L’art. 13 LRDU énumère les prestations catégorielles et de comblement ; l’exonération de taxes n’y figure pas. Les exceptions prévues dans le règlement d’exécution de la LRDU du 27 août 2014 (RRDU - J 4 06.01) permettant le processus d'actualisation du revenu déterminant unifié selon l'art. 10 al. 1 et 3 LRDU n’incluent pas les prestations tarifaires relatives à l’exonération partielle des écolages (art. 6B RRDU ; ATA/4369/2022 du 28 mars 2023 consid. 2.3).

Les formulaires de demande doivent être transmis au SESAC au plus tard six mois à partir de la date du début du cours. Au-delà de ce délai, la demande n’est pas prise en compte (art. 4 REPEM).

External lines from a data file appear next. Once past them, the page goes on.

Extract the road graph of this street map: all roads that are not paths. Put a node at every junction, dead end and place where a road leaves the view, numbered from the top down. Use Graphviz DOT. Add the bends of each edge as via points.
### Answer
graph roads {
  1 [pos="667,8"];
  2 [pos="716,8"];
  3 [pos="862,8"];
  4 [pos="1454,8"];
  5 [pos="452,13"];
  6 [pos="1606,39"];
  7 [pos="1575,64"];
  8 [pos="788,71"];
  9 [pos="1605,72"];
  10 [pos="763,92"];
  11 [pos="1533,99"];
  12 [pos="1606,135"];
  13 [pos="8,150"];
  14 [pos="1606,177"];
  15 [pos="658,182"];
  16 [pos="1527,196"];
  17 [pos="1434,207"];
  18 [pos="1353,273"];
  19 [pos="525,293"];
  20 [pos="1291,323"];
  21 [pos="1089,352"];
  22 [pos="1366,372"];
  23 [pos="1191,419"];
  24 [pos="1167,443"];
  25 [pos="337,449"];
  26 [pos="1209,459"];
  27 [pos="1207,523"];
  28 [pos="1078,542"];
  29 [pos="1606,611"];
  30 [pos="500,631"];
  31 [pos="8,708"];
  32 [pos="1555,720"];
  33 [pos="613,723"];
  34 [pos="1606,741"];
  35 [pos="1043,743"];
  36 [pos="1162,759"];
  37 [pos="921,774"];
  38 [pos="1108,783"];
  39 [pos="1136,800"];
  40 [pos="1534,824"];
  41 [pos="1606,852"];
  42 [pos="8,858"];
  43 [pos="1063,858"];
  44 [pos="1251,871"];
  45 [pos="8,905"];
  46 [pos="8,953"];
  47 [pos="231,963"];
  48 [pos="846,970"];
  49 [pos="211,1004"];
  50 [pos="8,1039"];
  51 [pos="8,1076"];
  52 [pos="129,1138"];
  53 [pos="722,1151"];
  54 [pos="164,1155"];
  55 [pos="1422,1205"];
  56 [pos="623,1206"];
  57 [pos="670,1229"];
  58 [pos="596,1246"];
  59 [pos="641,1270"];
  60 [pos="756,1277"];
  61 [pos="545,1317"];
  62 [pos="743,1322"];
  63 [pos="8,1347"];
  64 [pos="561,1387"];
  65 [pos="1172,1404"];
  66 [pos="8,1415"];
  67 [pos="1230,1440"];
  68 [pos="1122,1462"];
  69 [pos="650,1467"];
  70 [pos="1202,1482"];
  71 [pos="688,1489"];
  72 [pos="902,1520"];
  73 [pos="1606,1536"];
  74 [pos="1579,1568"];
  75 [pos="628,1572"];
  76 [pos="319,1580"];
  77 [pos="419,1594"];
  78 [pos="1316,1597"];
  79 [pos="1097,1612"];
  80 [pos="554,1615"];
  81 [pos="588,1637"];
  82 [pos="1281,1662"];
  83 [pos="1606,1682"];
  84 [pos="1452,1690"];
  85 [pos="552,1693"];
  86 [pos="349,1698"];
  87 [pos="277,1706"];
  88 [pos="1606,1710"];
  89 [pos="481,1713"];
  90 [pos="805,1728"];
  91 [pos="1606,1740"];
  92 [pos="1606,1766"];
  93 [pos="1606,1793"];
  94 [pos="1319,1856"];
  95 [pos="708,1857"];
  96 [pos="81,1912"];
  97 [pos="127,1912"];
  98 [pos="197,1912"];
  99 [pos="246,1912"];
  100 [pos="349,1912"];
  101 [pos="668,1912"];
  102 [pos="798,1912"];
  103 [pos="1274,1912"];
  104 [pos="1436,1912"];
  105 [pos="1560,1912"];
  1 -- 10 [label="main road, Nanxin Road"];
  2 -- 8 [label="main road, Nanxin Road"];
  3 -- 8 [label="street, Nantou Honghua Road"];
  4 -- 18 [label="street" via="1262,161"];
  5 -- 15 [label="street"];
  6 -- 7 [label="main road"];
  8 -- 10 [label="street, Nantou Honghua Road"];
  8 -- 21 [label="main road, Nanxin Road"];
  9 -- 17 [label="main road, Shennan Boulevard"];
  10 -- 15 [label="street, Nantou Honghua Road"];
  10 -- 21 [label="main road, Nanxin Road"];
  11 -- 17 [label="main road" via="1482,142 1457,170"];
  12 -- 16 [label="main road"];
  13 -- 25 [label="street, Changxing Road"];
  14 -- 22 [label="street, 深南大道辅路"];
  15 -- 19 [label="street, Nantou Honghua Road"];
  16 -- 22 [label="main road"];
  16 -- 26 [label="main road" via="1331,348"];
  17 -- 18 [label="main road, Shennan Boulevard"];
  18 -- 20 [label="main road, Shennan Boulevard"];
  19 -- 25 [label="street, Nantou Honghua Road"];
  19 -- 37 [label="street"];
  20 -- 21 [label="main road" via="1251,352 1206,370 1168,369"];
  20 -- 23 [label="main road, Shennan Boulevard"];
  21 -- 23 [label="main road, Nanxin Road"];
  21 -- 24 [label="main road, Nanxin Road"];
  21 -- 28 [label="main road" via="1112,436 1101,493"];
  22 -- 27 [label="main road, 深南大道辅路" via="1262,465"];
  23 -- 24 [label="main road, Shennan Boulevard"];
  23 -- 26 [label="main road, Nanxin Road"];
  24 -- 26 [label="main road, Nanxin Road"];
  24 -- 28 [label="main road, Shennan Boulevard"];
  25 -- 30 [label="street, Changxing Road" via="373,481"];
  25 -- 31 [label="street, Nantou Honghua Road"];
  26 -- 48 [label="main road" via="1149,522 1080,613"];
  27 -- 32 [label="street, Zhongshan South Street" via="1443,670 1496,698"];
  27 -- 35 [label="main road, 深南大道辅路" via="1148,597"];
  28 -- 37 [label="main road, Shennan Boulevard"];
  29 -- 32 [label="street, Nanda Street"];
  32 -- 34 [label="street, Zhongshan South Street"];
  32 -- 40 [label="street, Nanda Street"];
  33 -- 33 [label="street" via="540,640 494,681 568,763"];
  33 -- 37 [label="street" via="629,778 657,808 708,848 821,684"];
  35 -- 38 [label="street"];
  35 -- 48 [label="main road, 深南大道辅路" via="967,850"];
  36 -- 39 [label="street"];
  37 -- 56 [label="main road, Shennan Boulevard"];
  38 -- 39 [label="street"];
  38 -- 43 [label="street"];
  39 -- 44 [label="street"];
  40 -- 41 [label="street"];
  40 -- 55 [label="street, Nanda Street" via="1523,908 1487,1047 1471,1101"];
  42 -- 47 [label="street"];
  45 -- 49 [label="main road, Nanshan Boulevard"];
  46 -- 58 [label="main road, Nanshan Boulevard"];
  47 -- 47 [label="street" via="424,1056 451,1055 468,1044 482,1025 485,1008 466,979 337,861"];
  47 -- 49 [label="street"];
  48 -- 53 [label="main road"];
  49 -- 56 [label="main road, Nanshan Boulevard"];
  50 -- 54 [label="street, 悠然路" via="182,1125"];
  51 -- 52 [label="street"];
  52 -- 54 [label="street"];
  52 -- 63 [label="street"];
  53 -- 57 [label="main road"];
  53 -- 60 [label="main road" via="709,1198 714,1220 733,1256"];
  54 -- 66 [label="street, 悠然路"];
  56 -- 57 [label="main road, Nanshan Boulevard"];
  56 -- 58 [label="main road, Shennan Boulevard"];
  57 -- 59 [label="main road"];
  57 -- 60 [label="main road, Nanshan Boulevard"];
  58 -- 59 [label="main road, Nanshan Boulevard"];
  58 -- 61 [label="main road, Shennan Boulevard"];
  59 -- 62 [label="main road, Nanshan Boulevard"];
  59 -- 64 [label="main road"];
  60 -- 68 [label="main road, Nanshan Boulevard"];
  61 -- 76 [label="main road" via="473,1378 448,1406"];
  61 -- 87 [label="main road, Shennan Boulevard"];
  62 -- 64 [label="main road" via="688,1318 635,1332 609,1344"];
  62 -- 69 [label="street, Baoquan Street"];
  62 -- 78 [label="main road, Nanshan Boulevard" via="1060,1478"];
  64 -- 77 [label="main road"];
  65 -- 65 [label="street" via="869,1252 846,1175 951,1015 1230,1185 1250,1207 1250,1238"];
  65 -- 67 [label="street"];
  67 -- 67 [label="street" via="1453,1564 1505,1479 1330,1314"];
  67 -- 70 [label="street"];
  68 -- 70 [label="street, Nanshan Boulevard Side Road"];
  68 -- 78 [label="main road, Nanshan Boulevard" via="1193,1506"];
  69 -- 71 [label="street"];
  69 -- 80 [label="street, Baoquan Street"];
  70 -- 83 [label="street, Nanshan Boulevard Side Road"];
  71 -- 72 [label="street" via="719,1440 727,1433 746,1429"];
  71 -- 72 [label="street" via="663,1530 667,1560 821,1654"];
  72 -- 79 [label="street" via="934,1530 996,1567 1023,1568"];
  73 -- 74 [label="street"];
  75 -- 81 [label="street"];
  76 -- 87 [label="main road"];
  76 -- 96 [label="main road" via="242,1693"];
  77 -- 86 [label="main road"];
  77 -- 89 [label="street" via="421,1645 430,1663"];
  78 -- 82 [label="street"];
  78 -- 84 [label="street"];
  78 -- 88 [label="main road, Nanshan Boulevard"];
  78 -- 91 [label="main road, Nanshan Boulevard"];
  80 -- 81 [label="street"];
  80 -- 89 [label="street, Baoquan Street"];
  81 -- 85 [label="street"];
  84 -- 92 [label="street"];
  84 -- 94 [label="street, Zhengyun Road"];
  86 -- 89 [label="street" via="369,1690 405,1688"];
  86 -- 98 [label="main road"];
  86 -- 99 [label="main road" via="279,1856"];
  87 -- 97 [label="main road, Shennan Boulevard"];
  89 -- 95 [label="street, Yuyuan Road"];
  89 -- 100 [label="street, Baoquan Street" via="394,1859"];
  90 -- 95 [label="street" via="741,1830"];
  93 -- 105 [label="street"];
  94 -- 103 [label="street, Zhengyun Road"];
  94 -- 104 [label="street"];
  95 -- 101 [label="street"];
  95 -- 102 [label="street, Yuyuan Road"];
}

2.2 En l’espèce, au moment du dépôt de la demande, Mme A______ n’apparaissait pas encore dans la base de données Calvin, ce qui a empêché l’intimé d’établir qu’elle était contribuable et domiciliée officiellement dans le canton.

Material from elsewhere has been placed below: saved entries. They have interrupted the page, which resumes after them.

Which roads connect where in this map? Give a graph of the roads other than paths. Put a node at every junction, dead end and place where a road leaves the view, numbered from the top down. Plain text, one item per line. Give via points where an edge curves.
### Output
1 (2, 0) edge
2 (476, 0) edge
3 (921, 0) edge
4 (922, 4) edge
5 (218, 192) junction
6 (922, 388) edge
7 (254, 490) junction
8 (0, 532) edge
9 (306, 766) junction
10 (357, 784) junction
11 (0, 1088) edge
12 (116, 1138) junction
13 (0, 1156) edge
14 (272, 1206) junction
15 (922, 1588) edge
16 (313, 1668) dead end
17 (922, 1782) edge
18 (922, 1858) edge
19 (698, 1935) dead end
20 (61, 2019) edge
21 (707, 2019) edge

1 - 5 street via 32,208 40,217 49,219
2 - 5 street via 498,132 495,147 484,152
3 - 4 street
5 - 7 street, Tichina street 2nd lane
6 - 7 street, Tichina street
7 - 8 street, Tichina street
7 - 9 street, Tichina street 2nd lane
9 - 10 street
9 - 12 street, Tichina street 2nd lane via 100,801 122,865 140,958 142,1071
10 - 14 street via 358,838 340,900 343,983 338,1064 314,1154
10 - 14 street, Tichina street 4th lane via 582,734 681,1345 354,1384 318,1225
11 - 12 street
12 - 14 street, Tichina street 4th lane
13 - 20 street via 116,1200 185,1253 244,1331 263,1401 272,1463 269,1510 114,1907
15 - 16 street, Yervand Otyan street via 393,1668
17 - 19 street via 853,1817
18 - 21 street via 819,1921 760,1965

Le SESAC a cependant accepté, dans le cours de la procédure de recours contre sa décision, de réexaminer celle-ci si la situation de la recourante venait à être régularisée dans le délai de six mois depuis le début des cours imparti par la loi pour demander l’exonération partielle, soit avant le 1er mars 2023.

Or, la recourante s’est vu délivrer le 24 janvier 2023 par l’OCPM une autorisation de séjour pour cas de rigueur et elle a établi dans son recours déjà qu’elle était contribuable, en tout cas dès 2022 pour le revenu réalisé durant l’année 2021.

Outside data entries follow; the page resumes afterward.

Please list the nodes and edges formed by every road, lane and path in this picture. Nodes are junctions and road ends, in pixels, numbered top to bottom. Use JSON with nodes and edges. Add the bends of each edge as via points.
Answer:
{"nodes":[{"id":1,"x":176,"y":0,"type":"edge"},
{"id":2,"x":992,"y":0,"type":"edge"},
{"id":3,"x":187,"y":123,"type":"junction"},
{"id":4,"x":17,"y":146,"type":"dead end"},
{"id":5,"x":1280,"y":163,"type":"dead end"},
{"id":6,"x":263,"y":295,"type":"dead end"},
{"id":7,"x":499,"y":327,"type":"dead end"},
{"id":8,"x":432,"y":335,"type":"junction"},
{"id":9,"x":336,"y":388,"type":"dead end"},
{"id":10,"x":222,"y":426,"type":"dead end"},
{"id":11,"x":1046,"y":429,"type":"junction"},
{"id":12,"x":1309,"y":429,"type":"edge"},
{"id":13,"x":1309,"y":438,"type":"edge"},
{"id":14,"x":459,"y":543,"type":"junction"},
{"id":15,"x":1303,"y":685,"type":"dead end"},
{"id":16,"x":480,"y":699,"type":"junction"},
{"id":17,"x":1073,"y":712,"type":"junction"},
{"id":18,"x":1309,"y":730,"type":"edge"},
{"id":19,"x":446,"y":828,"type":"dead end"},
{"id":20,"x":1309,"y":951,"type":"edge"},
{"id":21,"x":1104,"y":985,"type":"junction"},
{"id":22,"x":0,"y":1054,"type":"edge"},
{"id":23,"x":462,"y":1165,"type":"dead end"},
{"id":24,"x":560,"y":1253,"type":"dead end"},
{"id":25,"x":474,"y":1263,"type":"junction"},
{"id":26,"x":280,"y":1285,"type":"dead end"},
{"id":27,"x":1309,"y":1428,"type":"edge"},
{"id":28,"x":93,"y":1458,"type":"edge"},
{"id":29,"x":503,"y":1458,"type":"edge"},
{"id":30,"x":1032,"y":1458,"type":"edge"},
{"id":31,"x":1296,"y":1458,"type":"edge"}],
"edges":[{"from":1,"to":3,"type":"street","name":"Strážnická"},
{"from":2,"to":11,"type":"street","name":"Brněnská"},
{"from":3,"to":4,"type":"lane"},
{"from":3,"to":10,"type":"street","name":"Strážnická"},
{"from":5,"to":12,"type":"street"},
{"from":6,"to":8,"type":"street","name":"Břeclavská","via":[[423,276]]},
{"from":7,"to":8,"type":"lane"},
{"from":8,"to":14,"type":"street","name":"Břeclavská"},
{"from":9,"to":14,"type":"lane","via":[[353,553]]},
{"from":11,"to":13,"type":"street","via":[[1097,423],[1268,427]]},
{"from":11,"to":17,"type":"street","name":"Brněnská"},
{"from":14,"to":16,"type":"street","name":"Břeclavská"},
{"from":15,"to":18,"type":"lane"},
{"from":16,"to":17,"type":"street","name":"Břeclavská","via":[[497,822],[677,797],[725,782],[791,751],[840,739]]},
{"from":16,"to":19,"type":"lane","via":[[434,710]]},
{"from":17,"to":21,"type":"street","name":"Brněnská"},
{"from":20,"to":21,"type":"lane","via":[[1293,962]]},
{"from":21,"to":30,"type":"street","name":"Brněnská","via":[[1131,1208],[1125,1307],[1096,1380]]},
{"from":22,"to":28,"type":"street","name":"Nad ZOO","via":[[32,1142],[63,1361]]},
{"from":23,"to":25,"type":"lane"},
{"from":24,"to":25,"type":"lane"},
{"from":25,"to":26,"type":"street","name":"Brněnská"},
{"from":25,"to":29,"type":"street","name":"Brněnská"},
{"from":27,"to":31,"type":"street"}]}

La chambre de céans donnera acte à l’intimé qu’il accepte de reconsidérer sa décision, admettra le recours pour ce motif et lui retournera la cause pour instruction des autres conditions du droit à l’exonération au sens notamment de l’art. 6 REPEM.

L’intimé s’est, certes, plaint dans ses dernières écritures que la recourante n’avait pas produit ni documenté avec sa réplique toutes les informations manquantes pour l’examen de son droit aux prestations sous l’angle financier. La recourante pouvait toutefois comprendre de bonne foi qu’elle ne devait établir que la régularisation de son séjour et sa qualité de contribuable – ce qu’elle a fait.

Il apparaît plus conforme aux principe d’économie de procédure et de garantie de la protection judiciaire de retourner la procédure à l’intimé pour qu’il instruise les éléments déterminants et prenne une nouvelle décision.

3.             Vu la nature du litige, il ne sera pas perçu d'émolument. Aucune indemnité de procédure ne sera allouée, le recourante n’y ayant pas conclu et n’ayant pas exposé avoir subi des frais (art. 87 LPA).

 

* * * * *

PAR CES MOTIFS
LA CHAMBRE ADMINISTRATIVE

à la forme :

déclare recevable le recours interjeté le 14 novembre 2022 par Mme A______ contre la décision du service écoles et sport, arts et citoyenneté du 12 octobre 2022 ;

au fond :

l’admet partiellement ;

annule la décision et retourne la cause au service écoles et sport, arts et citoyenneté pour complément d’instruction et nouvelle décision au sens des considérants ;

dit qu’il n’est pas perçu d’émolument ni alloué d’indemnité de procédure ;

dit que conformément aux art. 82 ss de la loi fédérale sur le Tribunal fédéral du 17 juin 2005 (LTF - RS 173.110), le présent arrêt peut être porté dans les trente jours qui suivent sa notification par-devant le Tribunal fédéral, par la voie du recours en matière de droit public ; le mémoire de recours doit indiquer les conclusions, motifs et moyens de preuve et porter la signature du recourant ou de son mandataire ; il doit être adressé au Tribunal fédéral, 1000 Lausanne 14, par voie postale ou par voie électronique aux conditions de l'art. 42 LTF. Le présent arrêt et les pièces en possession du recourant, invoquées comme moyens de preuve, doivent être joints à l'envoi ;

communique le présent arrêt à Mme A______ ainsi qu'au service écoles et sport, art, citoyenneté.

Siégeant : Claudio Mascotto, Président, Jean-Marc Verniory, Francine Payot Zen-Ruffinen, juges.

Au nom de la chambre administrative :

la greffière-juriste :

 

 

Sibilla Hüsler Enz

 

 

le président siégeant :

 

 

Claudio Mascotto

 

Copie conforme de cet arrêt a été communiquée aux parties.